I was switching from West Junior High to Brockton High School, situated right in downtown Brockton. So instead of turning right, in front of our apartment on Spring Street and heading west, I turned left and went east into the noonday sun.
For you see, there were too many students going to Brockton High at this time and too little school to go around. So the solution offered was to split the day, the upperclassmen had the mornings and we lowly sophomores, the afternoons.
Dear Old Brockton High
The bulging at the seams school was actually two buildings. The “new” building dated from 1912, the old from 1906. The less ancient annex had an interesting feature, at least to me, a gym with a balcony that held a circular running track. And just as in the last film mentioned there were one-way staircases. The end of period bells would signal a rising tide of students that would flood the halls and stairways on the way to their next classes.

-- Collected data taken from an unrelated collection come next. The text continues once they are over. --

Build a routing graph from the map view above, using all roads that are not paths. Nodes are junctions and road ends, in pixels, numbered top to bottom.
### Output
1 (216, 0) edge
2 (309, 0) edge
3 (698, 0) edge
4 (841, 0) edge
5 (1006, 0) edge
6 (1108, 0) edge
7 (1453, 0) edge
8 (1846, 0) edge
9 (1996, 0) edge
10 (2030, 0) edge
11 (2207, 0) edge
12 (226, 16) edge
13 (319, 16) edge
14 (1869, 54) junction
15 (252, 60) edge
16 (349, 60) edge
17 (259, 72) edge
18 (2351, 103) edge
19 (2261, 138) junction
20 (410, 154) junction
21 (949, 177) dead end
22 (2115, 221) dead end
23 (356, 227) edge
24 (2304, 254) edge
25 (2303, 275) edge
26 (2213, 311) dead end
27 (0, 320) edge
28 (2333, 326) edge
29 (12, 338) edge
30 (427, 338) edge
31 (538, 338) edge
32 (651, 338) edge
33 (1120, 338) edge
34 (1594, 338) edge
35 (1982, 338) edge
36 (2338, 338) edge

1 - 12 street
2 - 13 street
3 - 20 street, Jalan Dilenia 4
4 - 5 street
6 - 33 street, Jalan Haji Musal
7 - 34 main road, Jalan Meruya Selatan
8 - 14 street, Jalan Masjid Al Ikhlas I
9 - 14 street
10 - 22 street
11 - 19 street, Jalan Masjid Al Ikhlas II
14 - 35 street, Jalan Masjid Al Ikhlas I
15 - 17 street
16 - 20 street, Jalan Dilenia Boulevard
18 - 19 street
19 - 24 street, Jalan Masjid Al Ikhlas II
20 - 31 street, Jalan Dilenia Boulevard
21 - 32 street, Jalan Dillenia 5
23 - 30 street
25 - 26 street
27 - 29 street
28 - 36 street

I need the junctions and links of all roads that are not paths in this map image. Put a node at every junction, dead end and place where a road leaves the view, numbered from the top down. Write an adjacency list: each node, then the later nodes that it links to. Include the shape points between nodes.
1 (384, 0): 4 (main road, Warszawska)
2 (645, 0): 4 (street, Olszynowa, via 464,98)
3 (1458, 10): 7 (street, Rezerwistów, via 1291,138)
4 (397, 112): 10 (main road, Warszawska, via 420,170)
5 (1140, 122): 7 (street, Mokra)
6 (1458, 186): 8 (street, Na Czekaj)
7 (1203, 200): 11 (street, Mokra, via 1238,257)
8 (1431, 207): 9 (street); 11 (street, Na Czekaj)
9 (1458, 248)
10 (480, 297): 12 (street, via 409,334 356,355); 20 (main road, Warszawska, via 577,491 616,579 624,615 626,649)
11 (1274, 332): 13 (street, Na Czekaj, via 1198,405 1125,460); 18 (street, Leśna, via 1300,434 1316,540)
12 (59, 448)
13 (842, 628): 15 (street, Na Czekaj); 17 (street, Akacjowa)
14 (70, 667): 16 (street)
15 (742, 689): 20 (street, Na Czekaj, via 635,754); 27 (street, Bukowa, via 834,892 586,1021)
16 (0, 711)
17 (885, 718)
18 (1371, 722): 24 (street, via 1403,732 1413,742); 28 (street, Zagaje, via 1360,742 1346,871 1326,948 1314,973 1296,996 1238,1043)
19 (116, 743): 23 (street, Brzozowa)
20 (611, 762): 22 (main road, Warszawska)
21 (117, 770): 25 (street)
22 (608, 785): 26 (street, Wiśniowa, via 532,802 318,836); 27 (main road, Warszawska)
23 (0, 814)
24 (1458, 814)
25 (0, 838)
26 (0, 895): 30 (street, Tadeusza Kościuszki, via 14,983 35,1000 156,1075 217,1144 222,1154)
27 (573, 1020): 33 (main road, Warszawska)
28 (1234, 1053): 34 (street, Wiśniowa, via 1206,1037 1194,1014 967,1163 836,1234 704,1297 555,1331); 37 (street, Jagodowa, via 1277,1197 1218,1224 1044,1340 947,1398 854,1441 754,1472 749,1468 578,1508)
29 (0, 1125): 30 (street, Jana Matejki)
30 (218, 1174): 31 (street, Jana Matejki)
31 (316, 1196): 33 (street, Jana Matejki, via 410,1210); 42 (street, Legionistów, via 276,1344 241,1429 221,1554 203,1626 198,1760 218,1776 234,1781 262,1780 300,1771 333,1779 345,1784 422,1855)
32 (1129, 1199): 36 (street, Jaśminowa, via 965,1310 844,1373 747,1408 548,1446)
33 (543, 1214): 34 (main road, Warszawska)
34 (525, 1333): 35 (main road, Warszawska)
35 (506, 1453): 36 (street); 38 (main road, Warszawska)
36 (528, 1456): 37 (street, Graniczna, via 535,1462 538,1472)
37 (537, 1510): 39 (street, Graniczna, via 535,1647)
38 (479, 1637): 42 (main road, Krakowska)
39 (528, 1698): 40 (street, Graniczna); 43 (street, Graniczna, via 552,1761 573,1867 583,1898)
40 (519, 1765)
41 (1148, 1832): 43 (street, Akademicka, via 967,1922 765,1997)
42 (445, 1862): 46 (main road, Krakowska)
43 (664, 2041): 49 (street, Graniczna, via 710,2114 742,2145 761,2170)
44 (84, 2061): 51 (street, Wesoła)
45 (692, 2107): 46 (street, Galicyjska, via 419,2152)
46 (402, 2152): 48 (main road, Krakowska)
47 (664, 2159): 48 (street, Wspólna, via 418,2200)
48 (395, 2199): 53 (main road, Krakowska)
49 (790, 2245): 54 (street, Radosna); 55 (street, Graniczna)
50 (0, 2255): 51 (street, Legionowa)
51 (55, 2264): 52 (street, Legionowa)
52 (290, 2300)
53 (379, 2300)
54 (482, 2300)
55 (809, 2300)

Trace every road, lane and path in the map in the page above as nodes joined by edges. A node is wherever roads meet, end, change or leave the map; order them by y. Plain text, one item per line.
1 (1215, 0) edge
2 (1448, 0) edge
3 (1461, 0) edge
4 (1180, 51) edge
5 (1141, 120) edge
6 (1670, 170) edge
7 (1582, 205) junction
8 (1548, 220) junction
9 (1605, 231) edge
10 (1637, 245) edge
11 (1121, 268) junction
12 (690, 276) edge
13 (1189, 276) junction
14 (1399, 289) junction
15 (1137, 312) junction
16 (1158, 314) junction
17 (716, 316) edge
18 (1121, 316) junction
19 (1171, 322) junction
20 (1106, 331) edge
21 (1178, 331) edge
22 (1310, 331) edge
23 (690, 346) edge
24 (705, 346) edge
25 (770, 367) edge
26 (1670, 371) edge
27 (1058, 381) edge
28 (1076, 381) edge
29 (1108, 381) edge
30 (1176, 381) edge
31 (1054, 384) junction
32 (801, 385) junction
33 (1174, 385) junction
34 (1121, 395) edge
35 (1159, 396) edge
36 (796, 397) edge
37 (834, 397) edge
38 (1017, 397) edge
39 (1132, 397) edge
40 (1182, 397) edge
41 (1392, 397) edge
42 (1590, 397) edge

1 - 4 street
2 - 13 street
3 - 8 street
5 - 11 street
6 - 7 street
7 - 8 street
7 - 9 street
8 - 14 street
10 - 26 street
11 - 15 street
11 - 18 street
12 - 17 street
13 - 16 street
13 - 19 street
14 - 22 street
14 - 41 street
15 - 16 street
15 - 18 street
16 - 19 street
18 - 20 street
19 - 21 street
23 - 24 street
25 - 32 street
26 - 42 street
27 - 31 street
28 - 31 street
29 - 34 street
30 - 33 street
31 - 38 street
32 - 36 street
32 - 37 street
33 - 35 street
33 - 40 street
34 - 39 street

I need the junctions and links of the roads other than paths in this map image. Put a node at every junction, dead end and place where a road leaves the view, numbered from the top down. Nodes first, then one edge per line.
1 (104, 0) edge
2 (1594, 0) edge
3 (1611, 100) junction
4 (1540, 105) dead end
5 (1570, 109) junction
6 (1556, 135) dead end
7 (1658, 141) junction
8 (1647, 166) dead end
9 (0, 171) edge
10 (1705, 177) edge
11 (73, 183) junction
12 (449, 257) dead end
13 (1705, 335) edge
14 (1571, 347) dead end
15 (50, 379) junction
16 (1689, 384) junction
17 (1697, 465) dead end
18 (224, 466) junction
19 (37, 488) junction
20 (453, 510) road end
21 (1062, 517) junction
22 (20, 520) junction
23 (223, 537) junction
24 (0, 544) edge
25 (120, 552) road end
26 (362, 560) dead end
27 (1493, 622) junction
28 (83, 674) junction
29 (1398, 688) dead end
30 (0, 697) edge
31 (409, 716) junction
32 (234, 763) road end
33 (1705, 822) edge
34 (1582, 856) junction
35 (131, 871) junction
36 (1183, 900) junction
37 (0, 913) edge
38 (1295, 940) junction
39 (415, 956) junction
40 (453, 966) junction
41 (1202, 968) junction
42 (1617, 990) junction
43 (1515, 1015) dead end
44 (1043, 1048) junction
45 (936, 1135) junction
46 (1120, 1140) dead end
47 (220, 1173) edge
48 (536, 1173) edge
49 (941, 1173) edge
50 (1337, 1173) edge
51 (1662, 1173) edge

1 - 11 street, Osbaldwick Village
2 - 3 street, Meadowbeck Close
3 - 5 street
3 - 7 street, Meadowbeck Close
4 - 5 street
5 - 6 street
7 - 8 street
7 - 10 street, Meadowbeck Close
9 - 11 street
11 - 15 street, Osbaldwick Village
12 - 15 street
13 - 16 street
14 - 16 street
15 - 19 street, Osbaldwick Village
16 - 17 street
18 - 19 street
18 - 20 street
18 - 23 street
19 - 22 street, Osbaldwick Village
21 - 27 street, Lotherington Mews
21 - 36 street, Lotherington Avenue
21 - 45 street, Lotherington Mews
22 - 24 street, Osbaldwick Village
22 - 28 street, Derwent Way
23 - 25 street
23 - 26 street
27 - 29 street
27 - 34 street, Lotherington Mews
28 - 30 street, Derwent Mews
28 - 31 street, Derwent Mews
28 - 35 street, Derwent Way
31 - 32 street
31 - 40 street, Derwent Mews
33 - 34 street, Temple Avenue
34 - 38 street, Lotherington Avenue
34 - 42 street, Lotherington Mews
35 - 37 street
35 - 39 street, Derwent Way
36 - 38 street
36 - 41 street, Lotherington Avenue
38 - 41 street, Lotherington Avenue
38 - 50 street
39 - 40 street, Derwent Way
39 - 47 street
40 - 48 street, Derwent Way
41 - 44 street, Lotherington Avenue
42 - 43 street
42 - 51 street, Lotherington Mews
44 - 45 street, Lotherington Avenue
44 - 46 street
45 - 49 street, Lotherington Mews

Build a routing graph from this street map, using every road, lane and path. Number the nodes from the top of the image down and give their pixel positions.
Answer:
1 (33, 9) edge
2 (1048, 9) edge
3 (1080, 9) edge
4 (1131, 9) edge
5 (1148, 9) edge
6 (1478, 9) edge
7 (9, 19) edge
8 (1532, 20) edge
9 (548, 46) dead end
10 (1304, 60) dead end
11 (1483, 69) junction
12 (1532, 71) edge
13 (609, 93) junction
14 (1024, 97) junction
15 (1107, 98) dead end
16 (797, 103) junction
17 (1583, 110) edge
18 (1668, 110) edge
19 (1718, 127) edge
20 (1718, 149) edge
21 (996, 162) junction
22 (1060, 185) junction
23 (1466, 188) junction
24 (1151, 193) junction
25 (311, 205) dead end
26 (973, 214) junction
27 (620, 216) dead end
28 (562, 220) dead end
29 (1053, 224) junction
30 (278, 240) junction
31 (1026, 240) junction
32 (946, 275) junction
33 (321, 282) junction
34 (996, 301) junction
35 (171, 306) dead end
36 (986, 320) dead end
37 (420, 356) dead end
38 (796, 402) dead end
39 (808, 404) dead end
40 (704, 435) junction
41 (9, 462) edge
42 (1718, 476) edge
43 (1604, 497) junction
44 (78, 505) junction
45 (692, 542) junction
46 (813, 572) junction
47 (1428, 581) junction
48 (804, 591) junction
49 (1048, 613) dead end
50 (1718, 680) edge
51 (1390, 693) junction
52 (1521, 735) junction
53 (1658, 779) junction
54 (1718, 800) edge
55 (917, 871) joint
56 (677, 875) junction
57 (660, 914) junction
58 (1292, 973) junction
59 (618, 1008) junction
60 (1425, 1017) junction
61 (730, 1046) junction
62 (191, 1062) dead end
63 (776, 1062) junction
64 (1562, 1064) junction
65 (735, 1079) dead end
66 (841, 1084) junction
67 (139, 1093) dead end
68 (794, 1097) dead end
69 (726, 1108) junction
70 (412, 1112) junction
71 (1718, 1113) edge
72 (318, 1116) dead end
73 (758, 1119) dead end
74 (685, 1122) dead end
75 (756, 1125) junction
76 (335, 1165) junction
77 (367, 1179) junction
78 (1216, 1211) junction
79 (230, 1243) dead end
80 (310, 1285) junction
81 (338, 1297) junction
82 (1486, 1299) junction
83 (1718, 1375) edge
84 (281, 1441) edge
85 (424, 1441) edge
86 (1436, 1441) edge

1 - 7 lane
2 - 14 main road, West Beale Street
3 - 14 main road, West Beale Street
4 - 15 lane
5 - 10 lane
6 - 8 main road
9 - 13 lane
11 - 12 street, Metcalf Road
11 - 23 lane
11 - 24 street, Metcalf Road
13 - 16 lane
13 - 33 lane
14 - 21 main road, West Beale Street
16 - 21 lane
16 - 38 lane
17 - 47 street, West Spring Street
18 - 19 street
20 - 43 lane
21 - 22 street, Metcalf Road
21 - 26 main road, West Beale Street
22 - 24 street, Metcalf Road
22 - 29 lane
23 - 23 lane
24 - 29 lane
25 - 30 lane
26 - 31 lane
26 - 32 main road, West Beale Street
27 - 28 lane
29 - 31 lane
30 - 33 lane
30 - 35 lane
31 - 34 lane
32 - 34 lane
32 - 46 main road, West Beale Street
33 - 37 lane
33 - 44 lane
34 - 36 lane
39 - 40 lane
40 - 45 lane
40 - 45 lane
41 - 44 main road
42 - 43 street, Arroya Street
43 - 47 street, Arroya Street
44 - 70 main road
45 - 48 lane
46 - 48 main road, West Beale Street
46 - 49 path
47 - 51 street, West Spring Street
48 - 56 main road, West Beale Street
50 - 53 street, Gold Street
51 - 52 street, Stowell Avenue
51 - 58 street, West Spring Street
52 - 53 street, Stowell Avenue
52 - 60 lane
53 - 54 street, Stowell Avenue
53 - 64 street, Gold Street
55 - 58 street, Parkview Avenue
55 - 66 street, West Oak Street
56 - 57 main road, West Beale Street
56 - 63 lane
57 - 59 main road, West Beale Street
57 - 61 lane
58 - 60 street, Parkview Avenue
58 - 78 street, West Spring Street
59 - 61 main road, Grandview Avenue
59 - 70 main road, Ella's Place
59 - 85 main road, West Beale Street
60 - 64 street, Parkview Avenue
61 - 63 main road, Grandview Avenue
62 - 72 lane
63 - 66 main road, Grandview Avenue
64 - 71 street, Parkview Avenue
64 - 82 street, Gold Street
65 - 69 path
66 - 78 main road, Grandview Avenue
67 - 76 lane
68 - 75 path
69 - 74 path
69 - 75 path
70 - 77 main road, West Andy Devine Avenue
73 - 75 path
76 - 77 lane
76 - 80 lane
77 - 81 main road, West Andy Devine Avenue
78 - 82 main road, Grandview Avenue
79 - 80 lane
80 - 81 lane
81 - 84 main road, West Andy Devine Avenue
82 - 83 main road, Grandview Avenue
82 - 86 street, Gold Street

One of my destinations was in contemporary history, in which the pros and cons, merits and demerits of the then raging Viet Nam war were discussed and debated. It’s all a dim memory compared to my class in English Literature.
For English Lit we had a young teacher. She was possibly an intern or a student teacher fresh from college. I make this pronouncement based on her decision to instruct us in that literary category – the Bildungsroman. One had the sense that it was something she had recently studied herself, and about which she was quite passionate.
Lit By Literature
So besides some time spent with the Bard in King Lear, she lectured us on the theory and characteristics of the “book of education.” The protagonist of the Bildungsroman was usually a youth just embarking on the voyage of life, and it follows his (or her) growth to maturity. As examples we were assigned Hardy’s Jude the Obscure, Golding’s Free Fall, Butler’s The Way of All Flesh, and Dickens’ Great Expectations.
Great Expectations, hands down, was my favorite. Pip, Estella, Miss Haversham, Joe Gargery and the other denizens of Dickens’ book live vividly in my mind from that day to this. It was years before I caught David Lean’s version, which served to solidify my appreciation for the original.
Lit By Film
The Bildungsroman is also called a “coming of age” work, a terminology that often classifies a certain type of film. On this score, I would state that both ‘To Sir with Love’ and ‘Up the Down Staircase’ would be Bildungsroman movies. But what about the other films that I have listed for this time, they were action films, where would they be categorized? They are certainly part of a genre, but I think there are bigger overarching ideas that apply.
I believe they are both complementary in what they reveal about our desires. The one, the action film, uncovers in us that longing for a Savior God, the one who comes with justice and judgement and puts all things to right; the other, the coming of age story points out our desire to change, to become better.
Eternity is in our hearts, and humanity gropes after it. Discernment is important. Our desires, our focus needs to be on what is True.